As students get back into the swing of a new quarter, they often have a hot cup of coffee in hand. Junior international business and economics major Braden Wild is fueling the caffeine craze with his coffee company that seeks to help a group of farmers living in Matagalpa, Nicaragua.
Sample coffee beans, ready to be ground and tasted.
“The average bag of coffee serves thirty servings, so when you buy a bag of our coffee, every cup of coffee that you drink sends a kid to school for a day. So that’s all it takes,” said Wild. “We want to express the fact that we have a really good quality coffee, it’s a student-run business, and that when you buy our coffee, you can serve a really good purpose drinking it.”
The company, called Café Ambiental, buys the coffee produced by these farmers, and donates all of the profit to provide scholarships for their children.
Wild explained that the company buys coffee from these farmers at 25 percent more than what the market price is.
“We pay them upfront. The farmers right now have to buy loans from other lenders in the country, sometimes with up to 24 percent interest rates, which is ridiculous, just to get paid in advance and upfront to cover the cost of the harvest,” Wild said. “So, when we buy all of our coffee, we pay directly and up-front, and all of the profits generated from selling the coffee are sent back to the co-op, whether that’s in another batch of coffee or whether that’s educational scholarships.”

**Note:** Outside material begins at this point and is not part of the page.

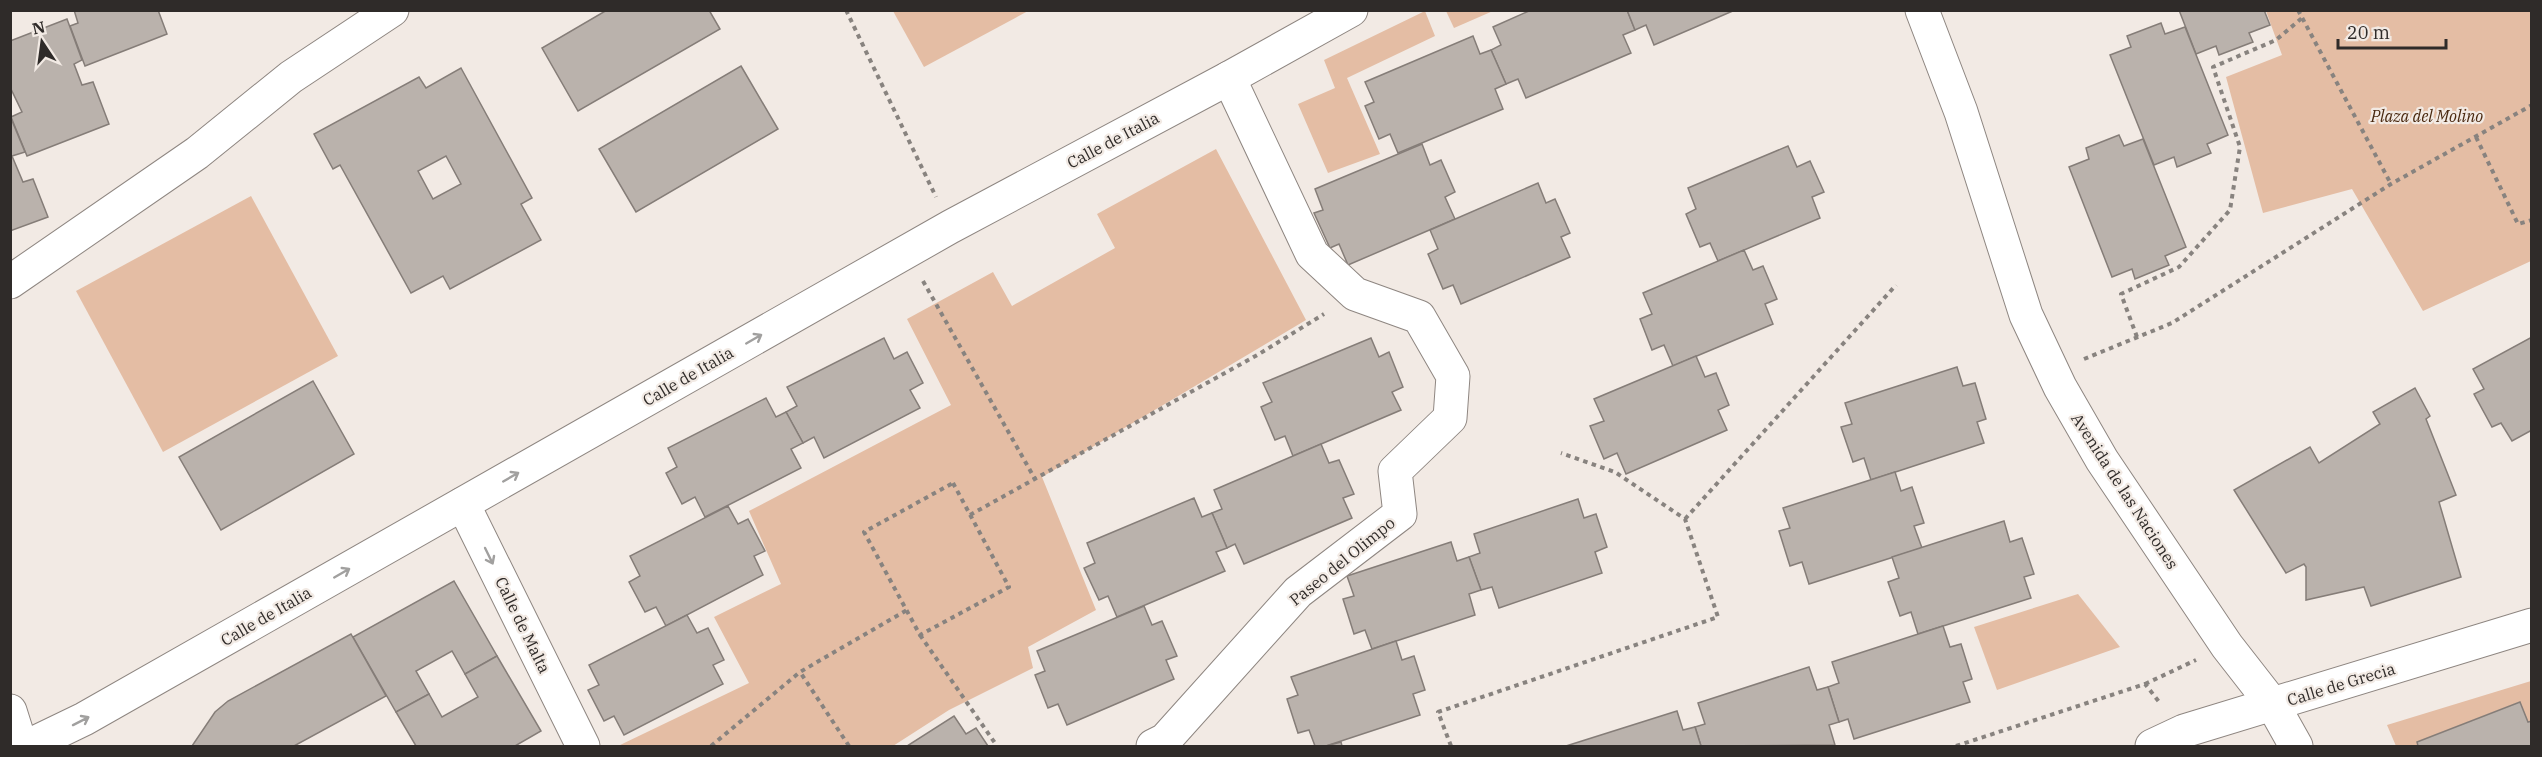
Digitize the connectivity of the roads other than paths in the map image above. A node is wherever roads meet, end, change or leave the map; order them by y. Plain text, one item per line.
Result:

While Café Ambiental has been selling the coffee for almost two years, the Seattle U chemistry department has been involved with these farmers for more than a decade.
“It’s an ongoing project that’s been going with Seattle University and the same group of farmers since the coffee crisis in 2001 when the farmers were literally starving and leaving their land and they had to be helped by Catholic Relief Services,” said faculty advisor to Café Ambiental and chemistry professor emeritus Sue Jackels.
They joined the coffee industry through the Catholic Relief Services shortly after the crisis to help this particular group of farmers. These farmers expressed a desire to grow higher quality coffee so that they could move from the commodity market to the specialty market, in turn bringing more money back to their families.
“That’s when we at Seattle University became interested in becoming a Fair Trade University and buying their coffee as fair trade organic coffee and selling it here on campus,” Jackels explained.
“Fair trade” is a term that’s used to designate some products as being produced sustainably and without unsafe working conditions or slave labor. To be a Fair Trade University means that the university declares a commitment to these practices. Seattle U made this declaration in 2014.
Wild, as well as other Seattle U students, traveled to Nicaragua over spring break to meet with the farmers who produce the Café Ambiental beans and discuss ways in which the program could be more effective.
Staff sample coffee in a coffee cupping lab in Matagalpa.
As a result of the trip, the company learned that some money needed to be allocated differently in order to be of better use to farmers. In addition, they realized that the farmers weren’t actually receiving as much money back as they should be.
“During this trip, we learned that although we pay the farmers $2.42 per pound, which is about 40 cents higher than the regular price that they get, but the farmers actually get only 67 cents,” said Seattle U faculty advisor and economics professor Quan Le. “So a lot of money goes into the middle man. So, we’re gonna see if we can find a direct buyer to buy coffee from them and pay the price that we pay.”
Further, Seattle U instructor and faculty advisor Nathan Colaner explained that some of the middlemen were taking advantage of the farmers’ lack of accounting experience. He said that the company accomplished its goal over the break to fact-find, but it will need to make adjustments to address their concerns.
“Like with any project of this type, our attitude needs to be that we’re going in to empower, rather than we’re there to fix anything,” Colaner said. “We just want to make sure that the farmers in the co-op, that the farmers are involved and have the proper tools to be able to negotiate for themselves and advocate for what they deserve.”
While the coffee company adjusts to the changing needs of the farmers, they’re also seeking to expand in order to bring more money back to the farmers. For now, the coffee is available at the Seattle U bookstore, but Café Ambiental hopes to make it more widely available soon.